Ben venga il Sistri se questo significa lotta all’Ecomafia: così hanno pensato, al momento del suo instaurarsi, operatori del settore (dal produttore, al trasportatore, al destinatario), associazioni sindacali ed imprenditoriali.

Certo qualche dubbio è sorto quando la Procura di Napoli ha indagato uno dei maggiori manager del gruppo Finmeccanica per la vicenda SISTRI, o quando si è appurato che il mega-appalto era stato ottenuto dalla Selex Management senza gara di appalto o quando sono state avviate indagini su subappalti affidati dalla Selex Management ad altre società anche esse attualmente indagate.

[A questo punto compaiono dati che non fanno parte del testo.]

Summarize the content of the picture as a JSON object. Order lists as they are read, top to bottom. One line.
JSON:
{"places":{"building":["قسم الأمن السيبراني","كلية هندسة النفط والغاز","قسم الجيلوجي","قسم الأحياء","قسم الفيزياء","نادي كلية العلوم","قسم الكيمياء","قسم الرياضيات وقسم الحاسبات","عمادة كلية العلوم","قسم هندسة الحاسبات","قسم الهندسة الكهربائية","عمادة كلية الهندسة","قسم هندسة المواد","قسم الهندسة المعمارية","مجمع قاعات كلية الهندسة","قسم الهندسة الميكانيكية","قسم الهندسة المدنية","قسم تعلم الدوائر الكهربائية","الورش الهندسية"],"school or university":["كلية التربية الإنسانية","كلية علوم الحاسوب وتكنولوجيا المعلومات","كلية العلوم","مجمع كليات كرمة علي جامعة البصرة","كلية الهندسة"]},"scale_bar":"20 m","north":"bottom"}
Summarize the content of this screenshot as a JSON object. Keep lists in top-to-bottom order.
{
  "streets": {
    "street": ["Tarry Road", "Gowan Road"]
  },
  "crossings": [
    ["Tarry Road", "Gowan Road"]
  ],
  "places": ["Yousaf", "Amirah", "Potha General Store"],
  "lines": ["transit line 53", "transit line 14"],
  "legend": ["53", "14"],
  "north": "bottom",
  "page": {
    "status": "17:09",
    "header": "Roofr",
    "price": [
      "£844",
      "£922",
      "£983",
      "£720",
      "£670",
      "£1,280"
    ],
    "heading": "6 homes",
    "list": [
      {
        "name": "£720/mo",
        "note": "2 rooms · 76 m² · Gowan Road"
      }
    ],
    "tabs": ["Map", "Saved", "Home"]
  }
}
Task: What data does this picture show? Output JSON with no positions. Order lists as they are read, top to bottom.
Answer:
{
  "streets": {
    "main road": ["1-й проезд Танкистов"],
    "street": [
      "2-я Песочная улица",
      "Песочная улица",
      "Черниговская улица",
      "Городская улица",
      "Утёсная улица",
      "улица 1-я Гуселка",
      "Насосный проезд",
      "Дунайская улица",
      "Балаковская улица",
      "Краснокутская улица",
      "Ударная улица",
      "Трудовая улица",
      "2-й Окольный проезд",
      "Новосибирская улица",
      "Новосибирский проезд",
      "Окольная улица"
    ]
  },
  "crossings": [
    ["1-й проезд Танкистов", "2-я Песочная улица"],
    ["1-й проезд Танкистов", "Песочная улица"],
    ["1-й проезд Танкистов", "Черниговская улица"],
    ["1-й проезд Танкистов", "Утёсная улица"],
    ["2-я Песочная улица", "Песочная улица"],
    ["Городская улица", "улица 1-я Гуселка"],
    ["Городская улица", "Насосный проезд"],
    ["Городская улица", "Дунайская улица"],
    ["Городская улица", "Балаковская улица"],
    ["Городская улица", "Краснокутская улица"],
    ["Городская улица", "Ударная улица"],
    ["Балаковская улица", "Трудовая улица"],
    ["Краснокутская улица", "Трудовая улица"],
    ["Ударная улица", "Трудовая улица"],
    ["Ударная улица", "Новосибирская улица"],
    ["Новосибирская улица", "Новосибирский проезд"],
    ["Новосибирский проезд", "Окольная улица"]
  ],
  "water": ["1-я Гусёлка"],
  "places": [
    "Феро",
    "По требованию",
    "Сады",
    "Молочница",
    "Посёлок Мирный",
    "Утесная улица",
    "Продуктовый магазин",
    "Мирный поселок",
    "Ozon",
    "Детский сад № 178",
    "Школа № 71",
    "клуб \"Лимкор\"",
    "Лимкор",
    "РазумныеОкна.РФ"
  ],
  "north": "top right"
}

Ma, nonostante tutto, ben venga il SISTRI se lo scopo è quello di combattere il traffico illecito di rifiuti: ma il SISTRI, così come attualmente strutturato, rischia di stritolare le tante imprese oneste a favore dei disonesti:
 La tracciabilità dei rifiuti si ferma al valico italico: non è favorire l’ecomafia, così tanto potente da poter gestire senza problemi un traffico extra italico?
 La tracciabilità dei rifiuti non è contemplata per i trasportatori esteri che possono effettuare trasporti senza esser assoggettati al controllo del SISTRI: non è favorire l’ecomafia?
 La tracciabilità dei rifiuti si arresta ai trasporti intermodali/portuali: non è anche questo favorire l’ecomafia?
 Non si favorisce l’ecomafia non prevedendo che, durante il trasporto rifiuti, il vettore possa sganciare il rimorchio o il semirimorchio con i rifiuti in esso contenuti?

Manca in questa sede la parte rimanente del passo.